In the previous post, we began with a mention for how the proxy and the API interact as of today and moved on to how we want it to be. Here we re-visit the current interactions. The proxy may work across API providers across providers. However, we will keep our discussions to the API implementation. In the API implementation, we have the following methods provided by OAuth provider :
1) Get the description of a client
2) Create an access token when the API calls the provider
3) Create an authorization code when the API calls the provider
4) Get the applications for a user
5) Revoke an access token
When the token or codes are created, a user context is passed in that is used to track the client authorizations and the responses. This is how the tokens and codes are associated with a client and user. Depending on whether provider is implemented by a Proxy or by the retail company, the methods mentioned above are required to establish the mapping between the user and the client and their tokens/codes. The methods also take in additional parameter to make the token effective such as grantType, scope, response type, inclusion of a refresh token in the response, a URI and a state. These parameters are relevant to cut out the tokens as requested.
However, let's take a closer look at the APIs to see what we could add or improve on these APIs. The first thing is the testability.
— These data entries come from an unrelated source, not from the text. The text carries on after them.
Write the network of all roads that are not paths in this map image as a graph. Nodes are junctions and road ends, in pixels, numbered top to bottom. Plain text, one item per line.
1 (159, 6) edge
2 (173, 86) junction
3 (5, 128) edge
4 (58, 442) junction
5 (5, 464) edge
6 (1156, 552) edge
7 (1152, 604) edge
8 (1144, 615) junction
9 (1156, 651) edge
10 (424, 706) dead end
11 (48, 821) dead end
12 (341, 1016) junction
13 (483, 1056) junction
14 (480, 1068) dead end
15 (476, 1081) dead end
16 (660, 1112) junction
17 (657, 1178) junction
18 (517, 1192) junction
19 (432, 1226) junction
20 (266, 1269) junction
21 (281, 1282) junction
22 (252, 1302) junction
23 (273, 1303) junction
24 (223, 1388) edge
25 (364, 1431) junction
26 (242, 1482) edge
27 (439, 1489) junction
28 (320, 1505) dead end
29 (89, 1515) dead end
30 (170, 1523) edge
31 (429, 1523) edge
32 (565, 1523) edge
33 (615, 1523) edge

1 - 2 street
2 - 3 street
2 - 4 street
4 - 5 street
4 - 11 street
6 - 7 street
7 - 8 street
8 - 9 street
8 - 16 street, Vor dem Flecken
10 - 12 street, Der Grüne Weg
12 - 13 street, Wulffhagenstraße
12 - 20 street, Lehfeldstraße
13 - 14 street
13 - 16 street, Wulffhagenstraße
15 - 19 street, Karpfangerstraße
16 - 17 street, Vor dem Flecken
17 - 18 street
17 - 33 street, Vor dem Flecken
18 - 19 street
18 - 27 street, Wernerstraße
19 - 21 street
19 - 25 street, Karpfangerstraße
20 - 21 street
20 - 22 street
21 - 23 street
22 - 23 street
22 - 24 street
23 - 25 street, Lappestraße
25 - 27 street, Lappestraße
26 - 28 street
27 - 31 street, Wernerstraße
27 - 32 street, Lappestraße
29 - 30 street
Do we have all the information exposed so that the data can be tested. No, we could do with a list of tokens assoicated by user. If we have a list of tokens issued for a client and a list of tokens issued for a user, we should be able to see which tokens are issued for clients only and that the tokens associated with the clients only are for low privilege uses as opposed to those that are issued with a user context. This test helps us know the set of tokens that have more privilege than others. By separating out the tokens this way and knowing the full set of tokens issued, we should be able to ensure that all access is accounted for.
Next we could do with a list of clients authorized by user and a list of users that a client has been authorized for. This could help us determine whether the authorization updates both lists. This is relevant because a token for user resources should be issued only when both are present.
Lastly, the list of authorized clients for a user and the list of users for a client should be updated with corresponding revokes. When all the tokens for a user with a given client are revoked, it could be considered equivalent to revoking the client authorization so that the client can request the user to re-authorize via OAuth for the next session. That is upto the discretion of the client and could be facilitated for the user with a checkbox for keeping the client authorized the first time the user signs in with OAuth WebUI.